Pemupukan Tanaman Jahe

Pada saat usia tanaman jahe berumur kurang lebih 6 sampai 8 minggu itulah saat pertama yang baik untuk memberikan pupuk pertama kali. Berikan pupuk campuran KCL dan TSP pada sekeliling tanaman. Jangan sampai mengenai batang dan juga rimpangnya ya temen-temen.

Penyiraman Tanaman Jahe

Untuk menjaga masa pertumbuhan tanaman jahe sebaiknya dilakukan penyiraman sebanyak 2 kali sehari. Yang terpenting dari penyiraman ini adalah untuk menjaga kondisi tanah agar tetap basah. Sehingga sangat kondisional sekali mengenai skala dan intensitas penyiramannya.

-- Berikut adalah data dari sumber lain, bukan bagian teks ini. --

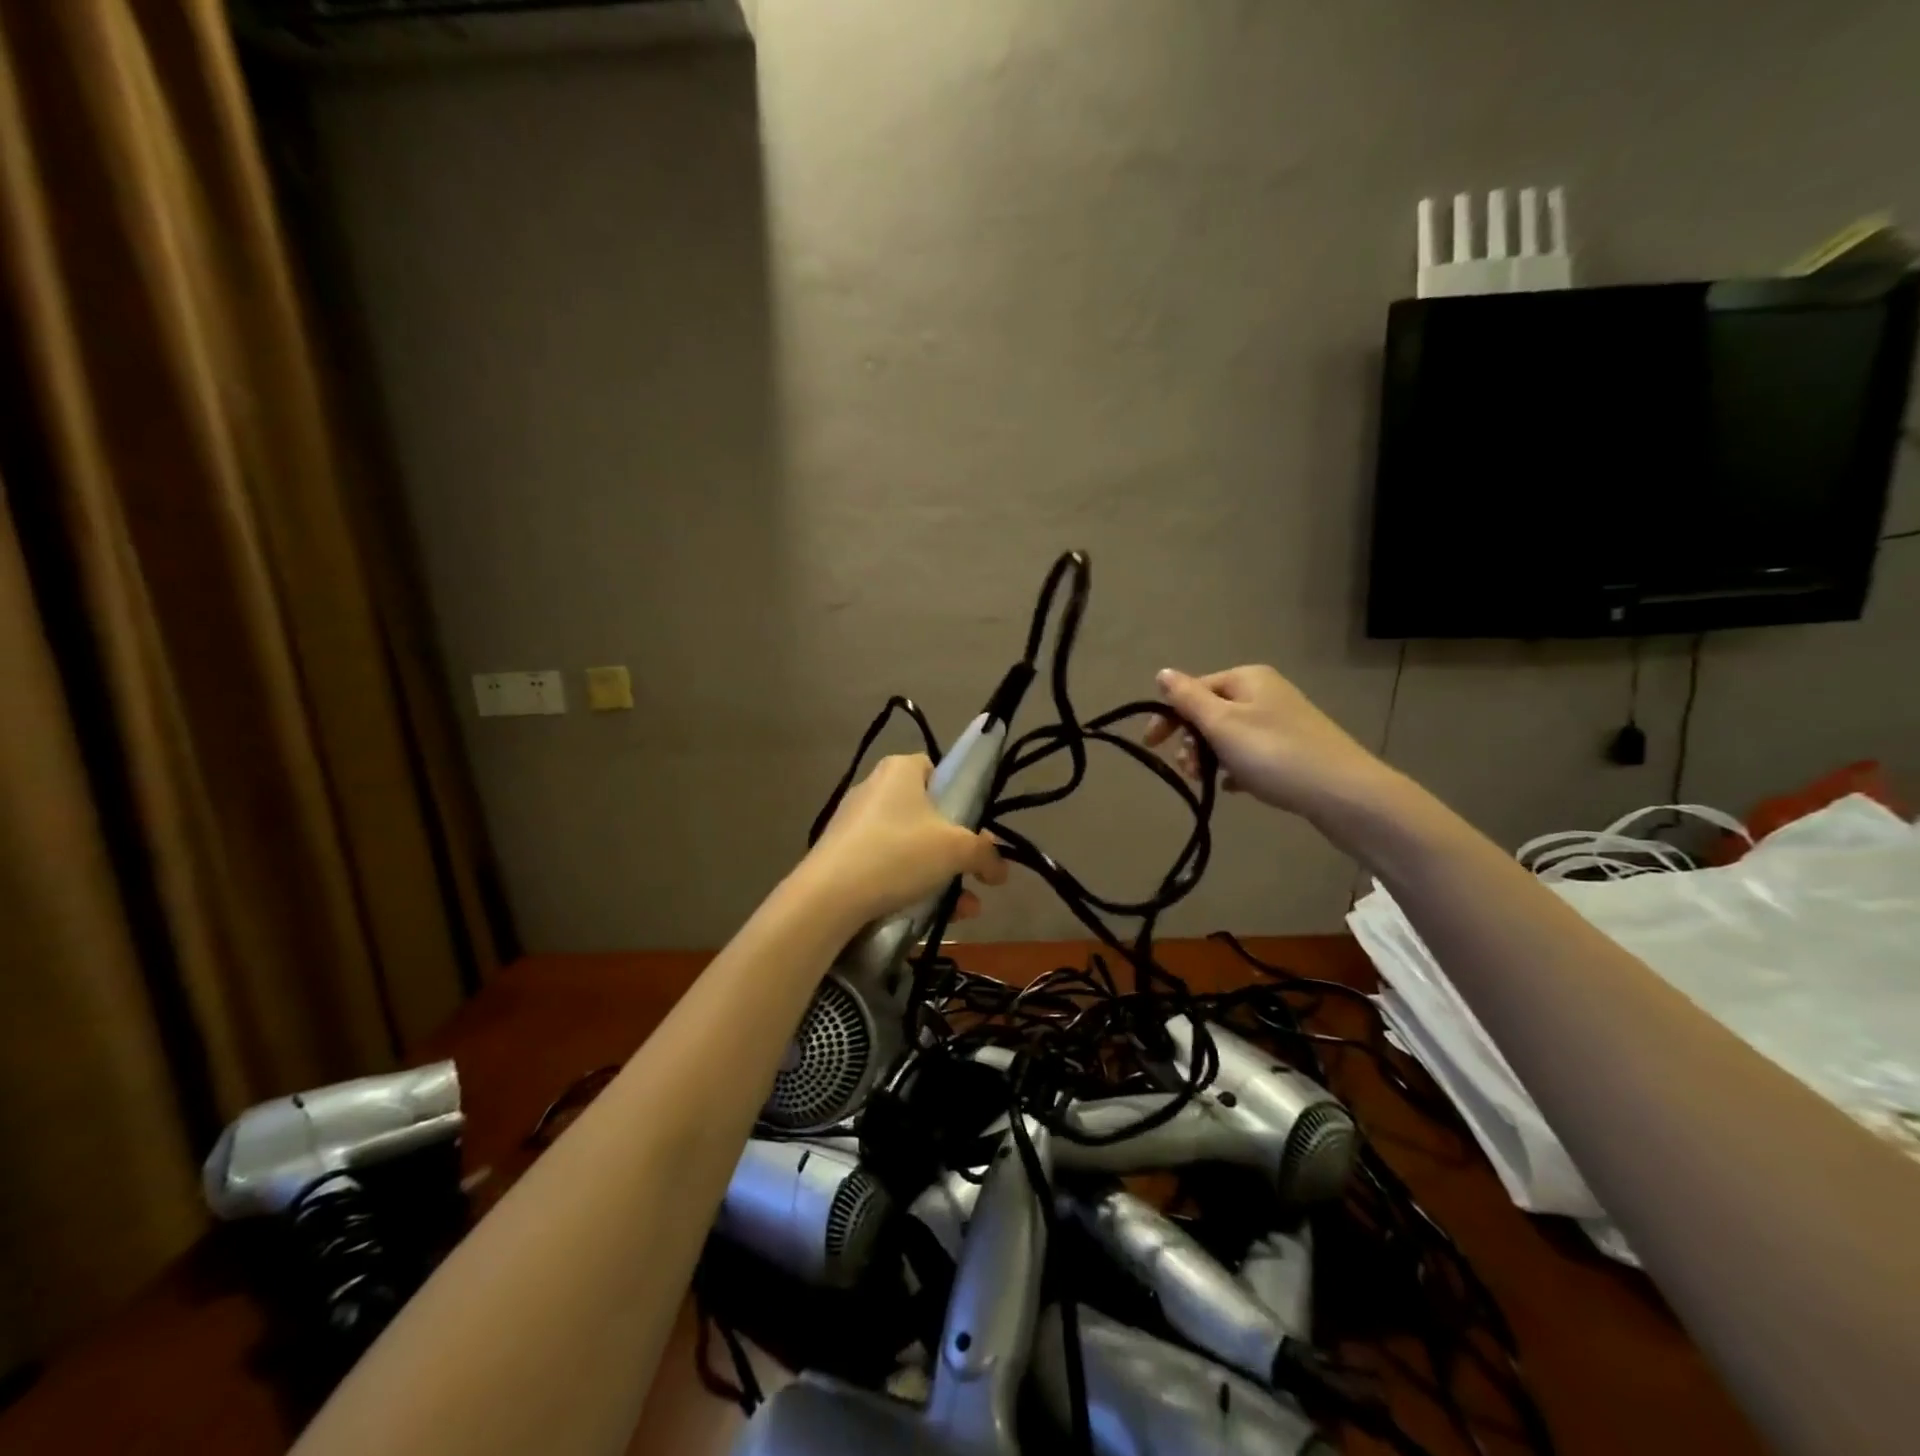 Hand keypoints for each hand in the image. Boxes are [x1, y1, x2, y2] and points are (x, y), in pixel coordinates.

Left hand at [800, 754, 1006, 927]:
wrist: (830, 896)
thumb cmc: (899, 853)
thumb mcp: (956, 850)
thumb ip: (985, 853)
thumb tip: (1000, 868)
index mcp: (900, 770)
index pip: (937, 769)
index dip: (960, 795)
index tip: (974, 826)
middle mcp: (875, 788)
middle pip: (927, 813)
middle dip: (956, 848)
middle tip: (974, 873)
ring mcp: (855, 823)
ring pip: (910, 845)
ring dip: (941, 875)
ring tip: (964, 909)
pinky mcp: (843, 855)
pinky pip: (888, 864)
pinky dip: (911, 885)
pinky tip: (931, 916)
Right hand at [1144, 666, 1395, 820]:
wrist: (1343, 792)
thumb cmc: (1273, 753)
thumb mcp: (1222, 724)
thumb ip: (1188, 698)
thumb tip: (1162, 673)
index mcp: (1246, 679)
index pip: (1193, 689)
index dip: (1169, 716)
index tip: (1152, 746)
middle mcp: (1264, 692)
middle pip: (1211, 711)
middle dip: (1191, 740)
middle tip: (1187, 770)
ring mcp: (1281, 720)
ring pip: (1229, 735)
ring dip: (1209, 756)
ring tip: (1207, 781)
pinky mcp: (1293, 748)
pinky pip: (1251, 754)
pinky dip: (1235, 768)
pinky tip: (1232, 788) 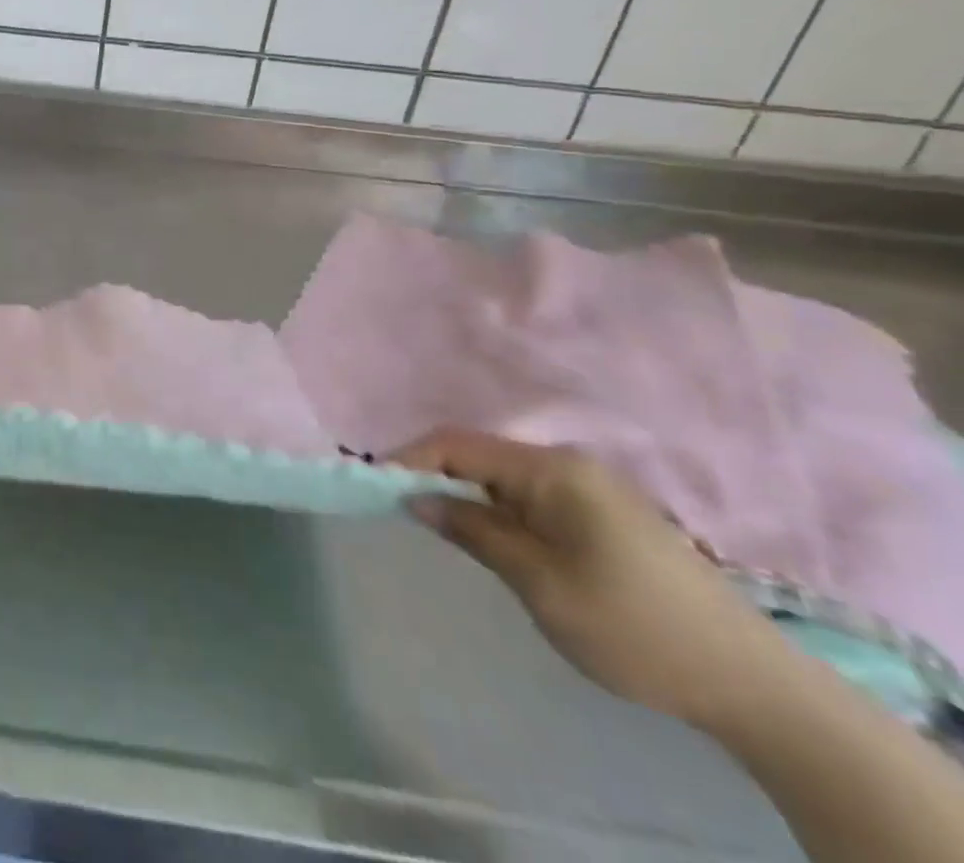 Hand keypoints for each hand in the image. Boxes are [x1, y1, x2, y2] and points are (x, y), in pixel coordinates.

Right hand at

Penimbunan Kembali Tanaman Jahe

Pada awal tadi saya sampaika janga mengisi tanah dengan penuh pada polybag dan jangan terlalu dalam membenamkan benihnya. Pada saat batang atau rimpang jahe mulai terlihat sedikit maka lakukan penimbunan  Kembali dengan sedikit tanah campuran abu sekam padi dan kompos tadi. Ini dilakukan terus menerus sampai polybag penuh.

Hal ini dimaksudkan agar pertumbuhan rimpang bisa terus menerus terjadi dengan posisi bertingkat keatas. Dengan demikian produksi rimpang akan maksimal dan nantinya akan mendapatkan panen yang memuaskan. Jika ini dilakukan dengan benar maka dalam satu polybag bisa menghasilkan 4-5 Kg rimpang.

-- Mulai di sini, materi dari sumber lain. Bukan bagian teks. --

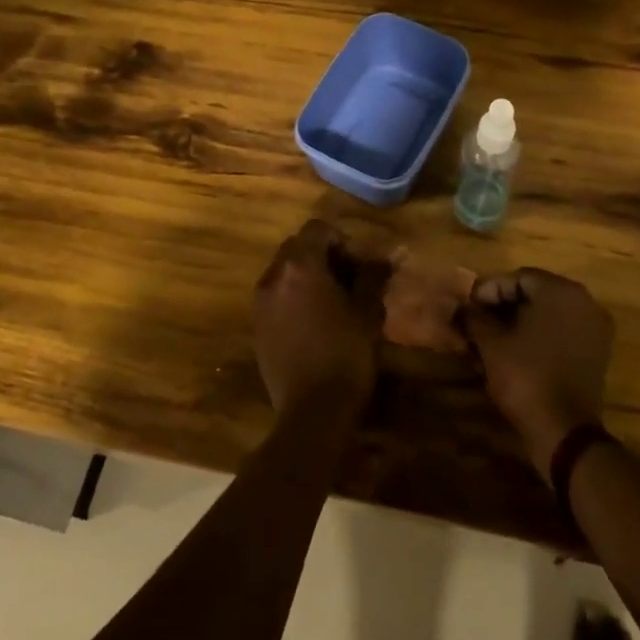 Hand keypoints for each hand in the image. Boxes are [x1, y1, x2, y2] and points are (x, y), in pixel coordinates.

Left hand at [254, 220, 387, 415]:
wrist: (312, 411)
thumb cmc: (346, 355)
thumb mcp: (367, 312)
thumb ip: (372, 278)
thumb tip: (383, 258)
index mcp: (300, 266)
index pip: (317, 229)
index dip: (341, 239)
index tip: (358, 263)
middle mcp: (273, 277)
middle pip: (296, 247)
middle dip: (322, 255)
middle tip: (348, 279)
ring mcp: (260, 303)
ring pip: (283, 272)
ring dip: (306, 276)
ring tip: (332, 301)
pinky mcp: (256, 327)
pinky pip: (275, 296)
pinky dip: (293, 297)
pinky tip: (314, 322)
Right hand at [463, 268, 613, 471]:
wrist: (565, 431)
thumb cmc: (526, 376)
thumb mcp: (491, 343)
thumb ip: (473, 317)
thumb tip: (460, 307)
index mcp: (561, 291)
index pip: (517, 278)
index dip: (489, 291)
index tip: (468, 308)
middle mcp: (583, 302)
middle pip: (535, 294)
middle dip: (503, 307)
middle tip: (478, 323)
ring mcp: (594, 328)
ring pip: (548, 315)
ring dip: (519, 323)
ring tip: (492, 340)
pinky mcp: (596, 353)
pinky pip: (562, 333)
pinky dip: (539, 338)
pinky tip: (515, 353)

Penyiangan Pada Tanaman Jahe

Dikarnakan metode kita kali ini menggunakan polybag spertinya tidak terlalu sering dalam melakukan penyiangan. Cukup jaga saja supaya tanaman jahe tidak terganggu dengan tumbuhnya gulma.

Masa Panen Tanaman Jahe

Dari sekian banyak proses yang kita jalani, yakni masa panen yang paling dinanti. Untuk bisa memanen tanaman jahe adalah saat tanaman jahe sudah berumur minimal 10 bulan. Akan lebih baik lagi kita tunggu sampai batang jahe sudah mengering karna umur tanaman sudah tua. Ini akan menghasilkan rimpang dengan kualitas yang sangat bagus. Sehingga saat kita akan melakukan penanaman kembali kita sudah mempunyai rimpang dengan kualitas umur yang baik. Selain itu juga rimpang yang tua dan berkualitas otomatis akan menaikkan harga jualnya.

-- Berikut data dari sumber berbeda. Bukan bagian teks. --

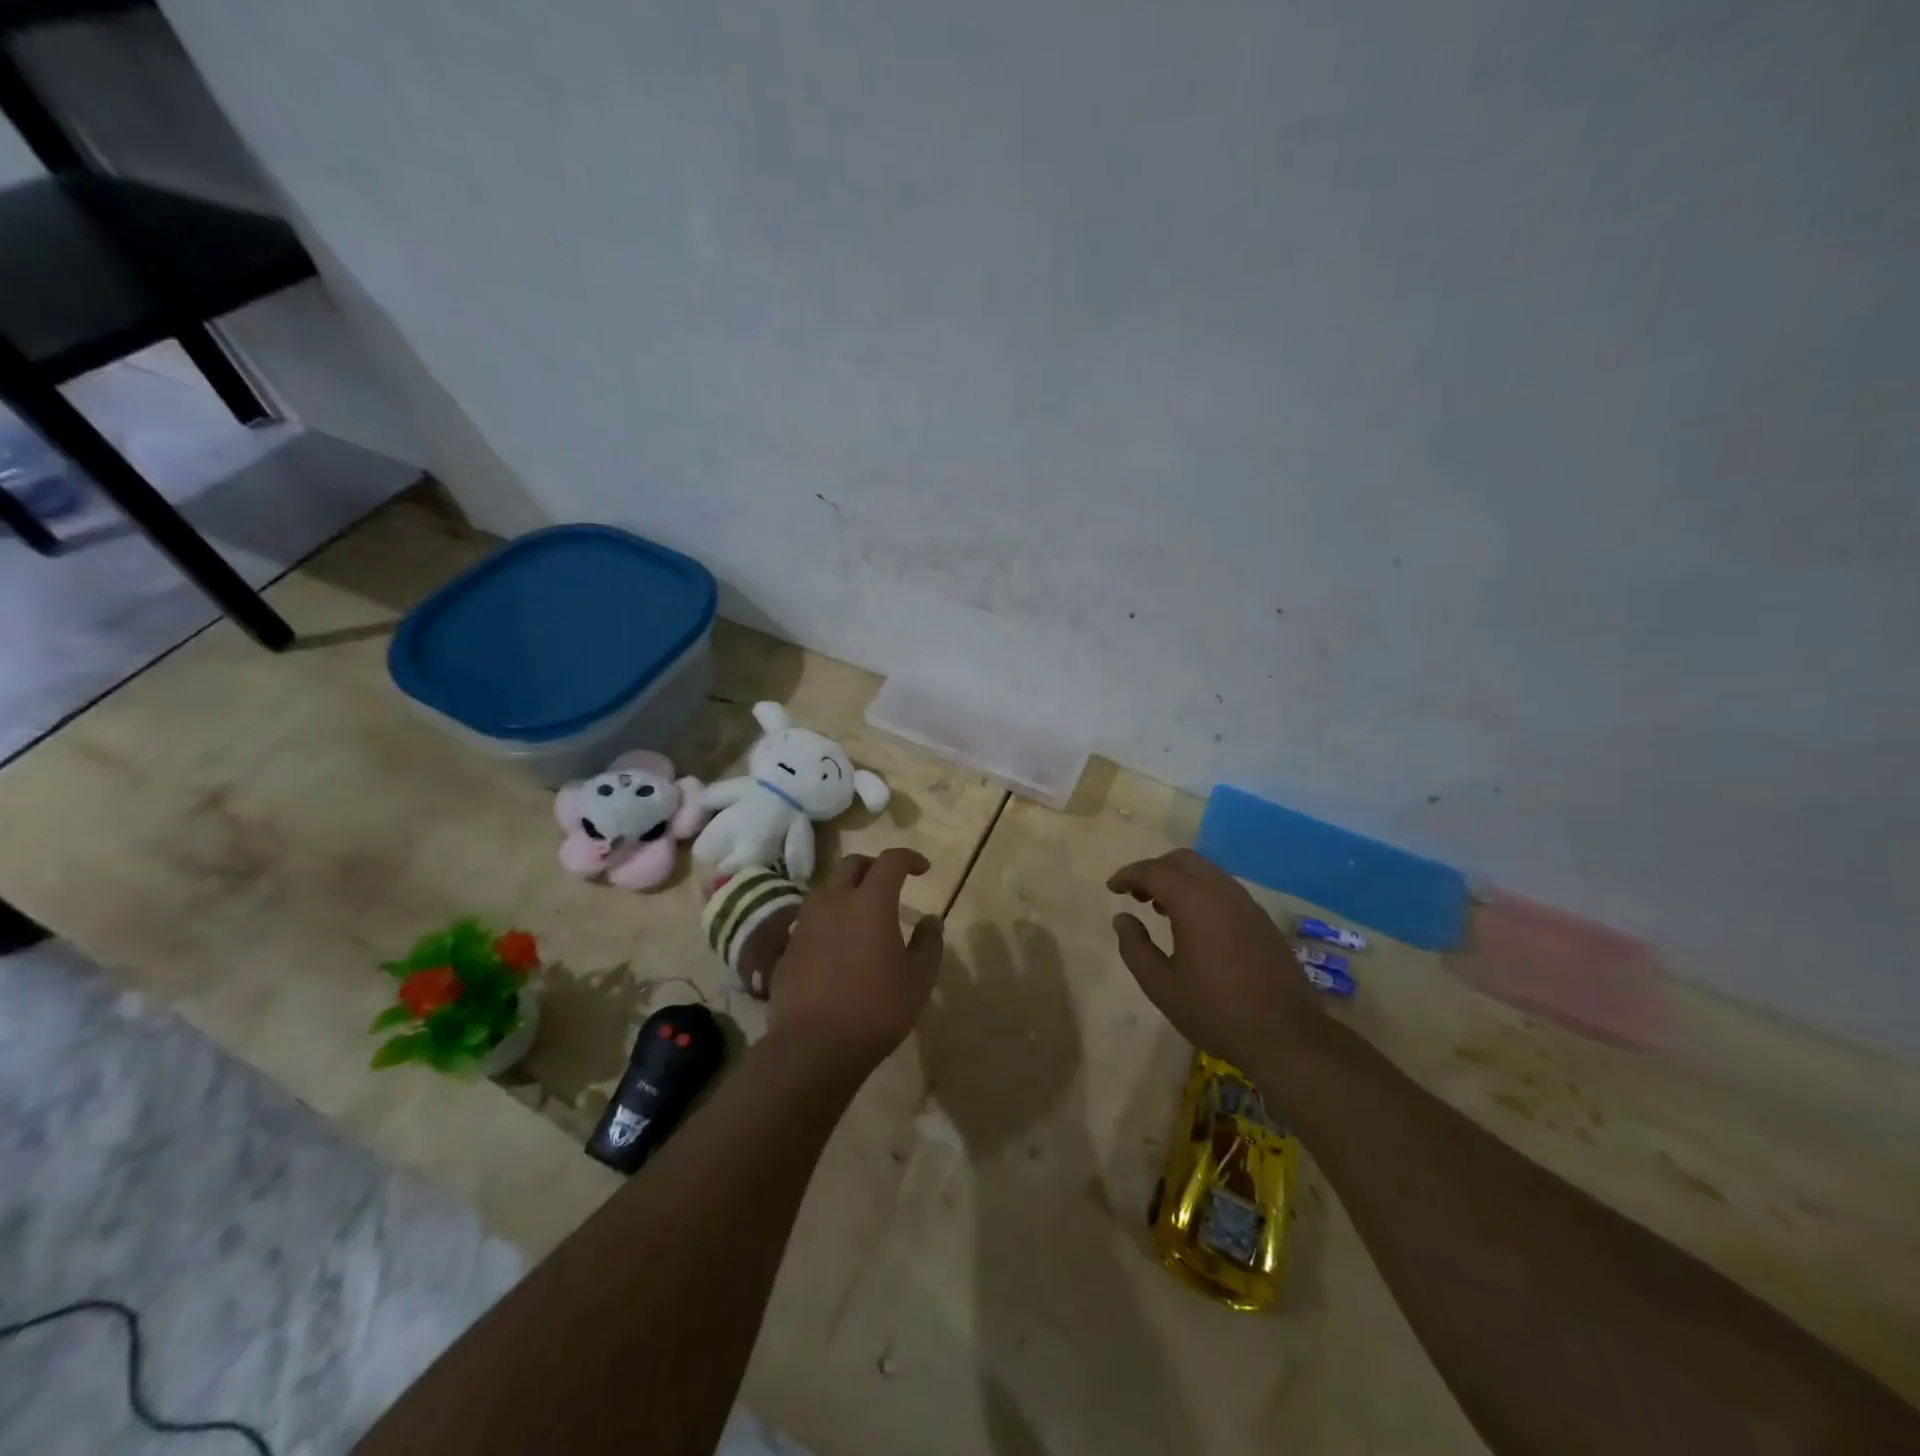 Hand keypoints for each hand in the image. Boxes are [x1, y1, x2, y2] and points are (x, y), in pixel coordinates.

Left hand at [770, 849, 944, 1074]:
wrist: (812, 1046)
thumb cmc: (875, 1009)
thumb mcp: (918, 979)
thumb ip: (929, 943)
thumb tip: (931, 920)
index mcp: (870, 902)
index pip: (890, 861)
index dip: (909, 858)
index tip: (923, 870)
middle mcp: (835, 901)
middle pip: (852, 864)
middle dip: (874, 866)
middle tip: (889, 883)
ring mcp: (806, 922)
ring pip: (827, 888)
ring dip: (847, 890)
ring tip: (862, 912)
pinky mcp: (788, 946)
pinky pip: (811, 917)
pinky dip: (829, 918)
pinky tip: (838, 944)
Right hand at [1107, 849, 1323, 1076]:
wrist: (1286, 1038)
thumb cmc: (1216, 1012)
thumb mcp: (1161, 986)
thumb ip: (1135, 947)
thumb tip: (1122, 918)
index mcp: (1195, 904)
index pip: (1154, 871)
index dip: (1128, 875)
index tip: (1112, 888)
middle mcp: (1223, 893)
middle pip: (1183, 860)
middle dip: (1154, 869)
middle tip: (1135, 894)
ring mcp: (1247, 905)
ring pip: (1206, 872)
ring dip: (1179, 880)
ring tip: (1160, 909)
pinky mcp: (1262, 920)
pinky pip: (1224, 889)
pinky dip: (1200, 892)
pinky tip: (1193, 924)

Baca Juga:  13 Manfaat Buah Naga Untuk Kesehatan Tubuh

Demikian ulasan kita tentang Bagaimana Cara Menanam Jahe Yang Pasti Berhasil. Tentunya semua harus dilakukan dengan sabar dan benar ya temen-temen. Karna yang terpenting dari semua itu adalah sabar dan konsistensi kita dalam melakukan sesuatu.